Reciprocal modulation of Cav2.3 voltage-gated calcium channels by copper(II) ions and kainic acid

Kainic acid (KA) is a potent agonist at non-N-methyl-D-aspartate (non-NMDA) ionotropic glutamate receptors and commonly used to induce seizures and excitotoxicity in animal models of human temporal lobe epilepsy. Among other factors, Ca(v)2.3 voltage-gated calcium channels have been implicated in the pathogenesis of KA-induced seizures. At physiologically relevant concentrations, endogenous trace metal ions (Cu2+, Zn2+) occupy an allosteric binding site on the domain I gating module of these channels and interfere with voltage-dependent gating. Using whole-cell patch-clamp recordings in human embryonic kidney (HEK-293) cells stably transfected with human Ca(v)2.3d and (3)-subunits, we identified a novel, glutamate receptor-independent mechanism by which KA can potently sensitize these channels. Our findings demonstrate that KA releases these channels from the tonic inhibition exerted by low nanomolar concentrations of Cu2+ and produces a hyperpolarizing shift in channel voltage-dependence by about 10 mV, thereby reconciling the effects of Cu2+ chelation with tricine. When tricine was used as a surrogate to study the receptor-independent action of KA in electroretinographic recordings from the isolated bovine retina, it selectively suppressed a late b-wave component, which we have previously shown to be enhanced by genetic or pharmacological ablation of Ca(v)2.3 channels.

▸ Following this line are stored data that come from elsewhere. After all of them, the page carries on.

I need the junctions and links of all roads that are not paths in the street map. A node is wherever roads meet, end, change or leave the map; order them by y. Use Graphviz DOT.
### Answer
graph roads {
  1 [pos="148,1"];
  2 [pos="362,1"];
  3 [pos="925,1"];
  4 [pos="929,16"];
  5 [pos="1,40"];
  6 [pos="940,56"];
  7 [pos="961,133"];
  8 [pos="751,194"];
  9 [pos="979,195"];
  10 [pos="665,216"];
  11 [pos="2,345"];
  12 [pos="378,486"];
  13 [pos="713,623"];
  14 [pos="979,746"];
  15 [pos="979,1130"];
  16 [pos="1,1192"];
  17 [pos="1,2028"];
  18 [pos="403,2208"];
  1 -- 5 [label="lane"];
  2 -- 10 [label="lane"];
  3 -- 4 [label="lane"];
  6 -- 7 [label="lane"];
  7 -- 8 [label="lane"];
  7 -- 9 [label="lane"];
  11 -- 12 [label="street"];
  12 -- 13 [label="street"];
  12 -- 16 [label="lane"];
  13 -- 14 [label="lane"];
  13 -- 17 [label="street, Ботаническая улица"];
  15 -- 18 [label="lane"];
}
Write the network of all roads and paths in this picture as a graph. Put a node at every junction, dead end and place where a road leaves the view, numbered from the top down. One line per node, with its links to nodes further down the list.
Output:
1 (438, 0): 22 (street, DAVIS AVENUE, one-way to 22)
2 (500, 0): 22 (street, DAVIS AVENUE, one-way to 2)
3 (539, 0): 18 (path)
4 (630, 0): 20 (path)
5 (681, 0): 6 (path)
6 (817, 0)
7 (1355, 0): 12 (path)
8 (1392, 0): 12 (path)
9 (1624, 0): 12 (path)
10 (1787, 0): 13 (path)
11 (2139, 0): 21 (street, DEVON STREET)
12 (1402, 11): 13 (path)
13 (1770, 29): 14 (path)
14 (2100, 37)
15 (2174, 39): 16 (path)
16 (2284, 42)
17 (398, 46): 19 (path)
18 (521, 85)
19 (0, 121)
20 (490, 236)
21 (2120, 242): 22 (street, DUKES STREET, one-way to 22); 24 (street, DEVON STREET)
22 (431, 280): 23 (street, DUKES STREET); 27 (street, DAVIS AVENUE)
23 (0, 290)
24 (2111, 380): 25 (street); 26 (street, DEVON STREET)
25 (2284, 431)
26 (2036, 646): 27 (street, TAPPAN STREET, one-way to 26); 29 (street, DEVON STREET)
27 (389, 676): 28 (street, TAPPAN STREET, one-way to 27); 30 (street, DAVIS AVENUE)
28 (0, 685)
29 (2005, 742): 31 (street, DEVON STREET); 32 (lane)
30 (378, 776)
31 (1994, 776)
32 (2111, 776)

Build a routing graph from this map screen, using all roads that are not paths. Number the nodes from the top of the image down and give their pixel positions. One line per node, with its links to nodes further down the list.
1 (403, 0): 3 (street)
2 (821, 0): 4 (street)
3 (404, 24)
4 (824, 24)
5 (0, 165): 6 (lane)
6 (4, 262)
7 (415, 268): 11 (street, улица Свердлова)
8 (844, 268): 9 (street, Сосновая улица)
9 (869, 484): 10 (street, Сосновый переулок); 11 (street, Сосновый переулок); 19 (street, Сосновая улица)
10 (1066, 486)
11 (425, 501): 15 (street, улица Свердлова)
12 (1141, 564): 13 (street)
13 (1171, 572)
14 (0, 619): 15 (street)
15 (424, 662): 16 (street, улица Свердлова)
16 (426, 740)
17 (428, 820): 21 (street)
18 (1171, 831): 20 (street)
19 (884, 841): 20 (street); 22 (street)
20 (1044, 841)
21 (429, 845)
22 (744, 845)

Although the pathophysiological relevance remains to be firmly established, we speculate that reversal of Cu2+-induced allosteric suppression, presumably via formation of stable kainate-Cu2+ complexes, could contribute to the receptor-mediated excitatory effects of KA. In addition, we discuss experimental implications for the use of KA invitro, with particular emphasis on the seemingly high incidence of trace metal contamination in common physiological solutions.